On se rencontrait aussi, et très souvent à l’église, que tout le monde fréquentait assidûment. On avait de beaux chevaux, de belles voitures d’hiver et d’été. On se fiançait de bonne heure. Les mariages étaient précoces, surtout chez les femmes. Les deux grand-mères de Quéquienne s’étaient mariées à quinze ans, tout juste à la veille de passer vieilles filles.

Les longues soirées d’hiver réunissaient les campagnards tantôt chez l’un, tantôt chez l’autre. On jouait aux cartes ; pas à des jeux intéressés, mais à des jeux intéressants. Les femmes apportaient leur tricotage. La maîtresse de céans cardait ou filait. Les hommes fumaient en s’occupant à de menus travaux de vannerie ou de cordonnerie domestique.

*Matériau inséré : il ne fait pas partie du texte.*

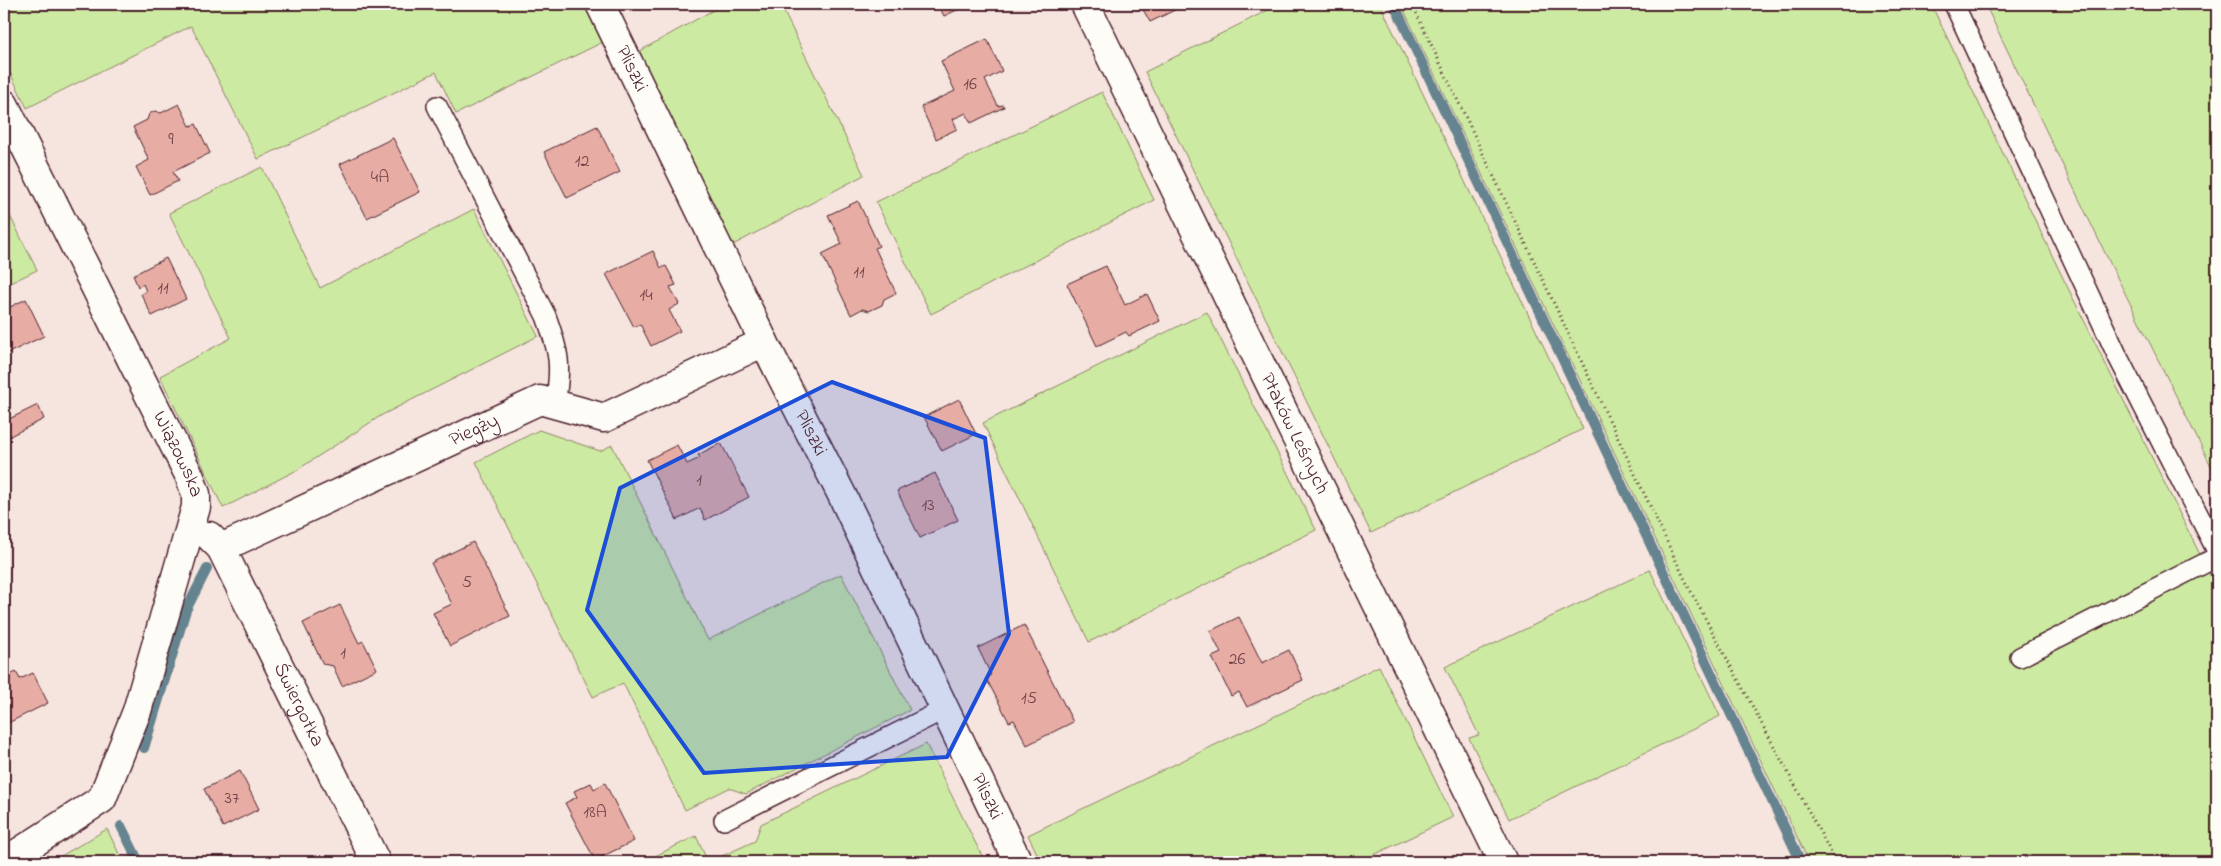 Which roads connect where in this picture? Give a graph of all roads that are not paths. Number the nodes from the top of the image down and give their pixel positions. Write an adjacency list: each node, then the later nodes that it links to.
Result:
1 (600, 4): 6 (street, Pliszki)
2 (1085, 4): 18 (street, Ptaków Leśnych)
3 (1954, 4): 10 (lane)
4 (4, 104): 8 (street, Wiązowska)
5 (437, 106): 7 (lane)
6 (764, 342): 7 (street, Piegży); 13 (street, Pliszki)
7 (555, 404): 9 (street, Piegży)
8 (192, 522): 9 (street); 15 (street, Wiązowska)
9 (221, 548): 16 (street, Świergotka)
10 (2217, 551)
11 (2217, 557): 12 (lane)
12 (2020, 657)
13 (945, 709): 14 (lane); 17 (street, Pliszki)
14 (724, 820)
15 (4, 862)
16 (376, 862)
17 (1018, 862)
18 (1503, 862)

On contait des contes, et chacun chantait sa petite chanson. Le poêle à deux ou trois ponts, provenant des forges de Saint-Maurice, était copieusement bourré de bon bois franc. Il ronflait en répandant une chaleur assez intense pour tenir les gens à une distance respectueuse ; mais n’empêchait pas l’eau de geler sur le banc des siaux.

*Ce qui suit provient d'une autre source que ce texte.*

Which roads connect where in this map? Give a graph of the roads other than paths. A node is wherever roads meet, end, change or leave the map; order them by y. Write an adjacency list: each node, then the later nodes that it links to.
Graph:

Parfois, l’un des assistants, et plus souvent l’une des assistantes, faisait une lecture édifiante. Malgré l’absence d’écoles françaises subventionnées par les pouvoirs publics, le nombre des illettrés était moins considérable qu’on ne serait porté à le croire. Bon nombre de jeunes filles instruites dans les couvents, dont l’établissement a précédé de beaucoup celui de nos collèges, s’étaient volontairement constituées les institutrices de leurs familles et des familles voisines. Le curé de l’endroit se faisait un plaisir d’enseigner la lecture et les éléments à ses paroissiens jeunes et vieux. C’était l’âge d’or, précisément parce que l’auri sacra fames n’avait pas corrompu nos mœurs campagnardes.